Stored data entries
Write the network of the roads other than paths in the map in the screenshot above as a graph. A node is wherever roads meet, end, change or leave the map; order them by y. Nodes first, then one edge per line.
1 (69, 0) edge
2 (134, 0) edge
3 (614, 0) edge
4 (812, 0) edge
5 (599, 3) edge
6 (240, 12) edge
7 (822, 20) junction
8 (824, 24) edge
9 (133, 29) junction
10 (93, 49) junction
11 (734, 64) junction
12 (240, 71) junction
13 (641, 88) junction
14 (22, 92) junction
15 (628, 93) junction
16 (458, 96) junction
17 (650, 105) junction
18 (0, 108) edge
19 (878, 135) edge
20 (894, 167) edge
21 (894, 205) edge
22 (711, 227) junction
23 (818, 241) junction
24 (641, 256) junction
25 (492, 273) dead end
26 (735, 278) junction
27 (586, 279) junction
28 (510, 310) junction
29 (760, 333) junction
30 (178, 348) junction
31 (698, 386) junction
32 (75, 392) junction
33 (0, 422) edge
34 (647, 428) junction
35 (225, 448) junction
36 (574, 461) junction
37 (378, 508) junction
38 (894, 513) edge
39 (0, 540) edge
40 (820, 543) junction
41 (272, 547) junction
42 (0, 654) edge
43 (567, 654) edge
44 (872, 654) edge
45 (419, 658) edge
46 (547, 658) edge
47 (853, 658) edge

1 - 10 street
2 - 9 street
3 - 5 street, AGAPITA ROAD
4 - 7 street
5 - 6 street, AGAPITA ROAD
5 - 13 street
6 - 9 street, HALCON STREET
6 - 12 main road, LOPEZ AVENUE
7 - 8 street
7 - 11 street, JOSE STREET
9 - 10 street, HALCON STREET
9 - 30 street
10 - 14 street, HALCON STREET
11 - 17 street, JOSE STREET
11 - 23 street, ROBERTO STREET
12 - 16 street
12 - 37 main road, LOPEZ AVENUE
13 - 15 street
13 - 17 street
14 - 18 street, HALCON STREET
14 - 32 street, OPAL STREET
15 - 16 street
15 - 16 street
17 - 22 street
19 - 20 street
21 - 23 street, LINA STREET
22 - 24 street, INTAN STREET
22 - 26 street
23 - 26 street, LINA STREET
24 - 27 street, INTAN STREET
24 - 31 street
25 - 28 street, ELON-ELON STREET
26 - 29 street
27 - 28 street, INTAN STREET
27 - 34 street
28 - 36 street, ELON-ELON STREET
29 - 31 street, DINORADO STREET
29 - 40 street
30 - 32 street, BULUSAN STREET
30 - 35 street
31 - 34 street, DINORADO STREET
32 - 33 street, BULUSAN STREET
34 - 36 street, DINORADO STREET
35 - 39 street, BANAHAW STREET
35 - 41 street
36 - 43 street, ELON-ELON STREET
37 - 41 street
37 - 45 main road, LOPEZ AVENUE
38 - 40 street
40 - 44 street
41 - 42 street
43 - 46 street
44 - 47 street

* Task description:
Look through the data above for lines holding the word "AGAPITA". State how many there are and nothing else.

* Task response:
2